* [What to work on] Reproduce the data shown below exactly.

* [The data]
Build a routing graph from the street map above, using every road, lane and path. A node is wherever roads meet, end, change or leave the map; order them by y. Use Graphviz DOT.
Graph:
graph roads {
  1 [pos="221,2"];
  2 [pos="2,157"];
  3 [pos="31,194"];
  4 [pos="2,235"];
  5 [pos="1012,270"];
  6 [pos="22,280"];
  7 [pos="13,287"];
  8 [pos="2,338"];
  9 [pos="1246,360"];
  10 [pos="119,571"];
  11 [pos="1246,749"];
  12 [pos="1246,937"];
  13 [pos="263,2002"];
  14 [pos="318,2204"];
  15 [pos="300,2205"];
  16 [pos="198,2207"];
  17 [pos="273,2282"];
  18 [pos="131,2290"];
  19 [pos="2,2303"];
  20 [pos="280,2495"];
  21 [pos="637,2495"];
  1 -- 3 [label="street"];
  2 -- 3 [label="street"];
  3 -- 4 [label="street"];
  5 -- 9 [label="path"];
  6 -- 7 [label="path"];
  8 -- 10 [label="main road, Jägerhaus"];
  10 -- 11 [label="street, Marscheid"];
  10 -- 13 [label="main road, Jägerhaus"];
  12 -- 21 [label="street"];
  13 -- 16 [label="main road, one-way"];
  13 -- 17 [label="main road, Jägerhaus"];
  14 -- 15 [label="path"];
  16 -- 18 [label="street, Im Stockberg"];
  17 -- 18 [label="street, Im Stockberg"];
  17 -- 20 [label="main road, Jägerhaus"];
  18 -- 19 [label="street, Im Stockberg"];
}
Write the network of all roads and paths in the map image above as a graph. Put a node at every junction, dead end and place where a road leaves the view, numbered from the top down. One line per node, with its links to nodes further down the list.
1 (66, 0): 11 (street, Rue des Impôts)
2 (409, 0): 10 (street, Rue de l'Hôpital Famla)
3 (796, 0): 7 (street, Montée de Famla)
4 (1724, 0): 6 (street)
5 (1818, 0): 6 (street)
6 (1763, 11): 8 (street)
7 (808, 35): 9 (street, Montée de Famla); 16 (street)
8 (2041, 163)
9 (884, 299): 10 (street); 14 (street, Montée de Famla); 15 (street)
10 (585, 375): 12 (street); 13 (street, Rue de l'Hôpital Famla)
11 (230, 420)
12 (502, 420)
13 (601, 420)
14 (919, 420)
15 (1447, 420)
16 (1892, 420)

* [Exercise output]
Build a routing graph from the street map above, using every road, lane and path. A node is wherever roads meet, end, change or leave the map; order them by y. Use Graphviz DOT.
Graph:
graph roads {
  1 [pos="221,2"];
  2 [pos="2,157"];
  3 [pos="31,194"];
  4 [pos="2,235"];
  5 [pos="1012,270"];
  6 [pos="22,280"];
  7 [pos="13,287"];
  8 [pos="2,338"];
  9 [pos="1246,360"];
  10 [pos="119,571"];
  11 [pos="1246,749"];
  12 [pos="1246,937"];
  13 [pos="263,2002"];
  14 [pos="318,2204"];
  15 [pos="300,2205"];
  16 [pos="198,2207"];
  17 [pos="273,2282"];
  18 [pos="131,2290"];
  19 [pos="2,2303"];
  20 [pos="280,2495"];
  21 [pos="637,2495"];
  1 -- 3 [label="street"];
  2 -- 3 [label="street"];
  3 -- 4 [label="street"];
  5 -- 9 [label="path"];
  6 -- 7 [label="path"];
  8 -- 10 [label="main road, Jägerhaus"];
  10 -- 11 [label="street, Marscheid"];
  10 -- 13 [label="main road, Jägerhaus"];
  12 -- 21 [label="street"];
  13 -- 16 [label="main road, one-way"];
  13 -- 17 [label="main road, Jägerhaus"];
  14 -- 15 [label="path"];
  16 -- 18 [label="street, Im Stockberg"];
  17 -- 18 [label="street, Im Stockberg"];
  17 -- 20 [label="main road, Jägerhaus"];
  18 -- 19 [label="street, Im Stockberg"];
}
Write the network of all roads and paths in the map image above as a graph. Put a node at every junction, dead end and place where a road leaves the view, numbered from the top down. One line per node, with its links to nodes further down the list.
1 (66, 0): 11 (street, Rue des Impôts)
2 (409, 0): 10 (street, Rue de l'Hôpital Famla)
3 (796, 0): 7 (street, Montée de Famla)
4 (1724, 0): 6 (street)
5 (1818, 0): 6 (street)
6 (1763, 11): 8 (street)
7 (808, 35): 9 (street, Montée de Famla); 16 (street)
8 (2041, 163)
9 (884, 299): 10 (street); 14 (street, Montée de Famla); 15 (street)
10 (585, 375): 12 (street); 13 (street, Rue de l'Hôpital Famla)
11 (230, 420)
12 (502, 420)
13 (601, 420)
14 (919, 420)
15 (1447, 420)
16 (1892, 420)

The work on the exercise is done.